■ Problem ■
What is needed is a word-for-word copy of every record below, minus the pictures.
● ● ● ● ● ● ●
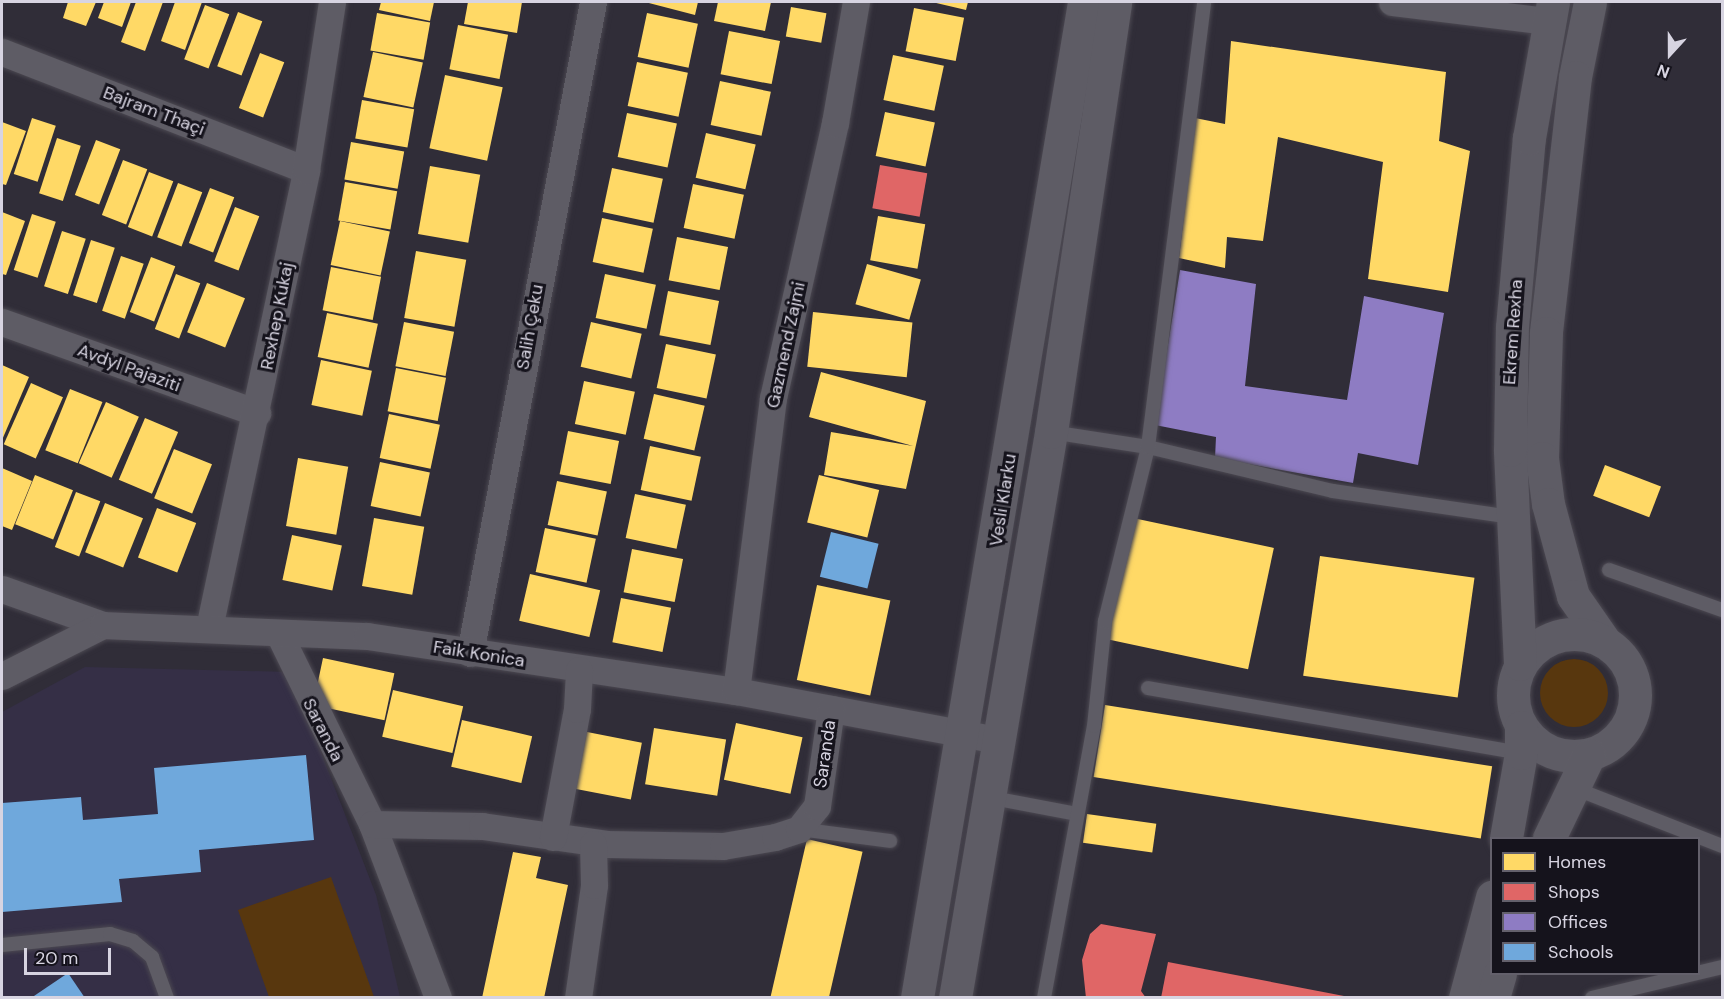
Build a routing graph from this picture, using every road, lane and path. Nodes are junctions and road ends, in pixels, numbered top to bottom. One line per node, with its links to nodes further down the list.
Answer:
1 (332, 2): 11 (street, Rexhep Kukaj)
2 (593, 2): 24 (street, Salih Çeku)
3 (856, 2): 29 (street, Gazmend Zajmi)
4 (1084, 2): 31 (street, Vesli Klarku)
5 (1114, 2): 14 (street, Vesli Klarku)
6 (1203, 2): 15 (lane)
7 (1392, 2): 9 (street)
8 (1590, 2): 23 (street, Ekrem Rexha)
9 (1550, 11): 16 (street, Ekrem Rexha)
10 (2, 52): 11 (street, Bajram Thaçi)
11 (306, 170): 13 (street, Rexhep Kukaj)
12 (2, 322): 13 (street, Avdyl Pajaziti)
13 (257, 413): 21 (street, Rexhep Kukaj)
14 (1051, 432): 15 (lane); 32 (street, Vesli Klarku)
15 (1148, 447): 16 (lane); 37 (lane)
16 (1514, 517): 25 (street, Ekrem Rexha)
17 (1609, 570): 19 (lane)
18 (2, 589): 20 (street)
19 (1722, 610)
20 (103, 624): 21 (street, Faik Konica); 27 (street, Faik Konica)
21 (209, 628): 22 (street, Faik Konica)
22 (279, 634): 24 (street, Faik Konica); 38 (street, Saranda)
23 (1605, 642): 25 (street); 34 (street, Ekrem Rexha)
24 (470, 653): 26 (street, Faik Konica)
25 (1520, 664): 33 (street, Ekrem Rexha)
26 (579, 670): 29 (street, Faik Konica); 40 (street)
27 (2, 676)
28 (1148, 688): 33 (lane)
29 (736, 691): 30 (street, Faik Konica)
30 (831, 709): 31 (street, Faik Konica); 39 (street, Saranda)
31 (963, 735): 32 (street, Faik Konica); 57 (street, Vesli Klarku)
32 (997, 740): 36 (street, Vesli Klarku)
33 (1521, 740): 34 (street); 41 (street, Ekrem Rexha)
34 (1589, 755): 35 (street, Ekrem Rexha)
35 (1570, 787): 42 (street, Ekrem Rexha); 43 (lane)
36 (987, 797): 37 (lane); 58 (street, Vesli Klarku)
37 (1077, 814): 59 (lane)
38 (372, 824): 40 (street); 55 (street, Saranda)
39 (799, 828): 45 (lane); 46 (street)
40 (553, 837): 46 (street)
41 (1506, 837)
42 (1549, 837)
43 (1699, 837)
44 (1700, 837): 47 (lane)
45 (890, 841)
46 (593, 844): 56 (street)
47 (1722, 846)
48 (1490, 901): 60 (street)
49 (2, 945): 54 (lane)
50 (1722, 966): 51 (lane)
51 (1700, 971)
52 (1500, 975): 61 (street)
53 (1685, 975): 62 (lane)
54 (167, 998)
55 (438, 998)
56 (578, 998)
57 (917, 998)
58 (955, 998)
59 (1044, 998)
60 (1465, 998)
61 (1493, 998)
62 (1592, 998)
● ● ● ● ● ● ●
■ Solution to this exercise ■
Build a routing graph from this picture, using every road, lane and path. Nodes are junctions and road ends, in pixels, numbered top to bottom. One line per node, with its links to nodes further down the list.
Answer:
1 (332, 2): 11 (street, Rexhep Kukaj)
2 (593, 2): 24 (street, Salih Çeku)
3 (856, 2): 29 (street, Gazmend Zajmi)
4 (1084, 2): 31 (street, Vesli Klarku)
5 (1114, 2): 14 (street, Vesli Klarku)
6 (1203, 2): 15 (lane)
7 (1392, 2): 9 (street)
8 (1590, 2): 23 (street, Ekrem Rexha)
9 (1550, 11): 16 (street, Ekrem Rexha)
10 (2, 52): 11 (street, Bajram Thaçi)
11 (306, 170): 13 (street, Rexhep Kukaj)
12 (2, 322): 13 (street, Avdyl Pajaziti)
13 (257, 413): 21 (street, Rexhep Kukaj)
14 (1051, 432): 15 (lane); 32 (street, Vesli Klarku)
15 (1148, 447): 16 (lane); 37 (lane)
16 (1514, 517): 25 (street, Ekrem Rexha)
17 (1609, 570): 19 (lane)
18 (2, 589): 20 (street)
19 (1722, 610)
20 (103, 624): 21 (street, Faik Konica); 27 (street, Faik Konica)
21 (209, 628): 22 (street, Faik Konica)
22 (279, 634): 24 (street, Faik Konica); 38 (street, Saranda)
23 (1605, 642): 25 (street); 34 (street, Ekrem Rexha)
24 (470, 653): 26 (street, Faik Konica)
25 (1520, 664): 33 (street, Ekrem Rexha)
26 (579, 670): 29 (street, Faik Konica); 40 (street)
27 (2, 676)
28 (1148, 688): 33 (lane)
29 (736, 691): 30 (street, Faik Konica)
30 (831, 709): 31 (street, Faik Konica); 39 (street, Saranda)
31 (963, 735): 32 (street, Faik Konica); 57 (street, Vesli Klarku)
32 (997, 740): 36 (street, Vesli Klarku)
33 (1521, 740): 34 (street); 41 (street, Ekrem Rexha)
34 (1589, 755): 35 (street, Ekrem Rexha)
35 (1570, 787): 42 (street, Ekrem Rexha); 43 (lane)
36 (987, 797): 37 (lane); 58 (street, Vesli Klarku)
37 (1077, 814): 59 (lane)
38 (372, 824): 40 (street); 55 (street, Saranda)
39 (799, 828): 45 (lane); 46 (street)
40 (553, 837): 46 (street)
41 (1506, 837)
42 (1549, 837)
43 (1699, 837)
44 (1700, 837): 47 (lane)
45 (890, 841)
46 (593, 844): 56 (street)
47 (1722, 846)
48 (1490, 901): 60 (street)
49 (2, 945): 54 (lane)
50 (1722, 966): 51 (lane)
51 (1700, 971)
52 (1500, 975): 61 (street)
53 (1685, 975): 62 (lane)
54 (167, 998)
55 (438, 998)
56 (578, 998)
57 (917, 998)
58 (955, 998)
59 (1044, 998)
60 (1465, 998)
61 (1493, 998)
62 (1592, 998)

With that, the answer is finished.